Case Presentation: A 33 year-old woman presented with a one day history of fever and sharp pleuritic chest pain. She had a one month history of progressive fatigue, dyspnea with exertion, bilateral ankle swelling and painful bilateral nodules on her anterior shins. She has no recent travel history, TB exposures, weight loss or personal or family history of any rheumatological disease. On exam, ankles were tender with bilateral edema. Numerous tender, raised, 1cm erythematous papules were present on the anterior legs from knees to feet bilaterally. There were no wheezes, rhonchi or crackles, oral lesions, murmurs or a friction rub, or lymphadenopathy on exam.
CT chest revealed no pulmonary embolism but showed numerous bilateral pulmonary nodules suggestive of miliary disease with upper lobe predominance along with bulky hilar lymphadenopathy. Inflammatory markers, CRP and ESR, were mildly elevated and ANA was 1:160. The anti-dsDNA, ANCA, Histoplasma antigen, Legionella antigen, Coccidiodes antigen, and Quantiferon TB Gold tests were all negative. Vitamin D and Calcium levels were normal. Three induced sputum samples were negative for acid fast bacilli. Skin biopsy of the cutaneous lesions revealed granulomatous dermatitis consistent with sarcoidosis. She was prescribed prednisone 40 mg daily with close follow up with rheumatology was arranged.
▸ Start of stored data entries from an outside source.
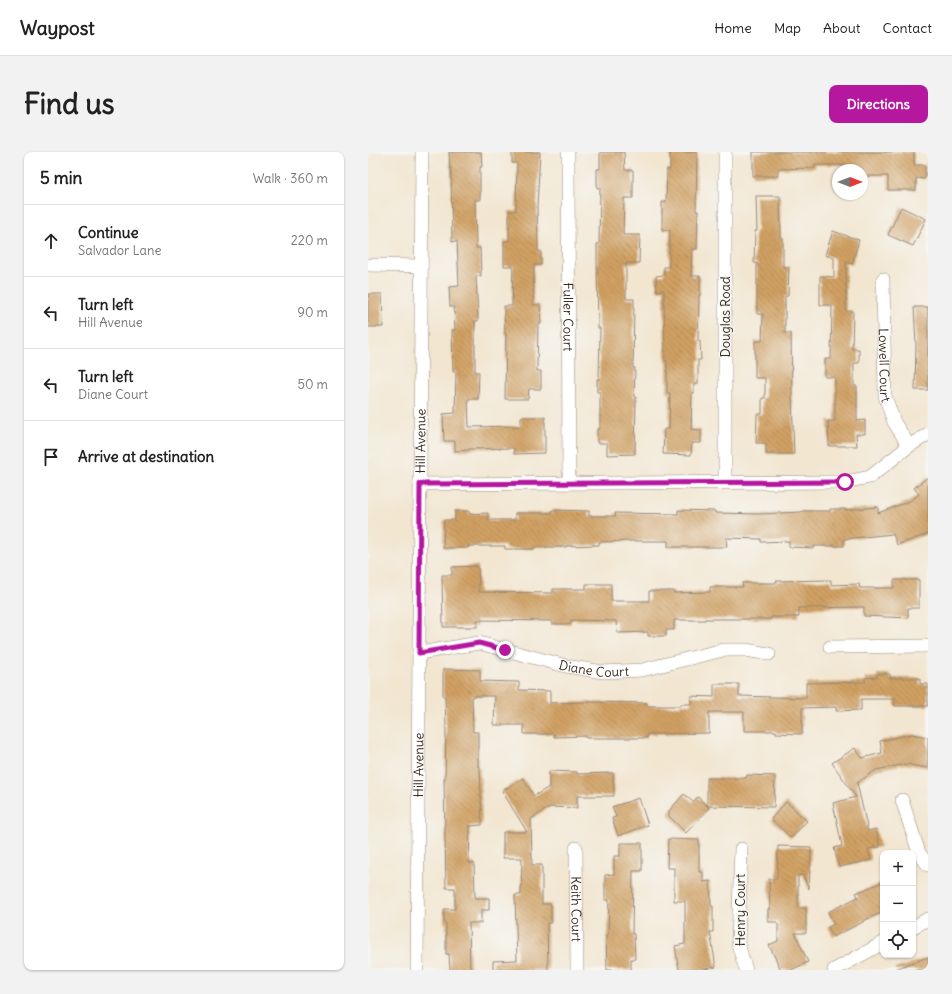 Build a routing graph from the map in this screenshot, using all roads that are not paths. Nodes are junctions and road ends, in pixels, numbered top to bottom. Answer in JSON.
{"nodes":[{"id":1,"x":422,"y":152,"type":"edge"},
{"id":2,"x":568,"y":152,"type":"edge"},
{"id":3,"x":725,"y":152,"type":"edge"},
{"id":4,"x":368,"y":265,"type":"edge"},
{"id":5,"x":421,"y":266,"type":"junction"},
{"id":6,"x":883,"y":279,"type":"dead end"},
{"id":7,"x":928,"y":434,"type":"edge"},
{"id":8,"x":909,"y":446,"type":"junction"},
{"id":9,"x":726,"y":482,"type":"junction"},
{"id":10,"x":569,"y":483,"type":"junction"},
{"id":11,"x":420,"y":484,"type":"junction"},
{"id":12,"x":928,"y":646,"type":"edge"},
{"id":13,"x":830,"y":647,"type":"dead end"},
{"id":14,"x":419,"y":653,"type":"junction"},
{"id":15,"x":769,"y":654,"type":"dead end"},
{"id":16,"x":902,"y":800,"type":"dead end"},
{"id":17,"x":576,"y":848,"type":"dead end"},
{"id":18,"x":741,"y":849,"type":"dead end"},
{"id":19,"x":928,"y":865,"type":"edge"},
{"id":20,"x":928,"y":919,"type":"edge"},
{"id":21,"x":916,"y":925,"type":"edge"},
{"id":22,"x":880,"y":945,"type":"edge"},
{"id":23,"x":417,"y":970,"type":"edge"},
{"id":24,"x":577,"y":970,"type":"edge"},
{"id":25,"x":746,"y":970,"type":"edge"},
{"id":26,"x":834,"y":970,"type":"edge"}],
"edges":[{"from":1,"to":5,"type":"street","name":"Hill Avenue"},
{"from":2,"to":10,"type":"street","name":"Fuller Court"},
{"from":3,"to":9,"type":"street","name":"Douglas Road"},
{"from":4,"to":5,"type":"street"},
{"from":5,"to":11,"type":"street","name":"Hill Avenue"},
{"from":6,"to":8,"type":"street","name":"Lowell Court"},
{"from":7,"to":8,"type":"street"},
{"from":8,"to":9,"type":"street"},
{"from":9,"to":10,"type":"street"},
{"from":10,"to":11,"type":"street"},
{"from":11,"to":14,"type":"street","name":"Hill Avenue"},
{"from":12,"to":13,"type":"street"},
{"from":14,"to":15,"type":"street","name":"Diane Court"},
{"from":14,"to":23,"type":"street","name":"Hill Avenue"},
{"from":16,"to":19,"type":"street"},
{"from":17,"to":24,"type":"street","name":"Keith Court"},
{"from":18,"to":25,"type":"street","name":"Henry Court"},
{"from":20,"to":21,"type":"street"},
{"from":22,"to":26,"type":"street"}]}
Discussion: Miliary pattern of lung nodules are often found incidentally on chest imaging and necessitates further work up by internists. The differential diagnosis includes tuberculosis, pneumoconiosis, metastatic lesions, endemic fungal lung infections, Langerhans cell histiocytosis as well as sarcoidosis. In this case, the evidence of fever, erythema nodosum, and polyarthralgias were strongly suggestive of sarcoidosis and the skin biopsy confirmed the diagnosis. Other laboratory studies aided in ruling out infectious diagnoses on the differential.

Sarcoidosis is a disorder, typically of young adults, that is characterized by the presence of noncaseating granulomas in involved organs that could include the lung, skin, joint, or eye. Our patient had Lofgren’s syndrome, an acute presentation of sarcoidosis that is characterized by the combination of hilar adenopathy, erythema nodosum, polyarthralgia, and fever. It is seen in 9-34% of patients. Although most cases of sarcoidosis are discovered incidentally on chest imaging, up to 30% of patients can present with extrapulmonary manifestations. In the lung, the more common finding on imaging is distinctive bilateral hilar lymphadenopathy with or without right paratracheal adenopathy. This finding is present in about 40% of patients. Miliary opacities are rare and seen in less than 1% of cases of sarcoidosis.

Conclusions: In a patient with miliary opacities on imaging, considering a broad differential is necessary. When compatible clinical and histological evidence is available, miliary opacities can be seen in a patient with sarcoidosis in the setting of Lofgren’s syndrome.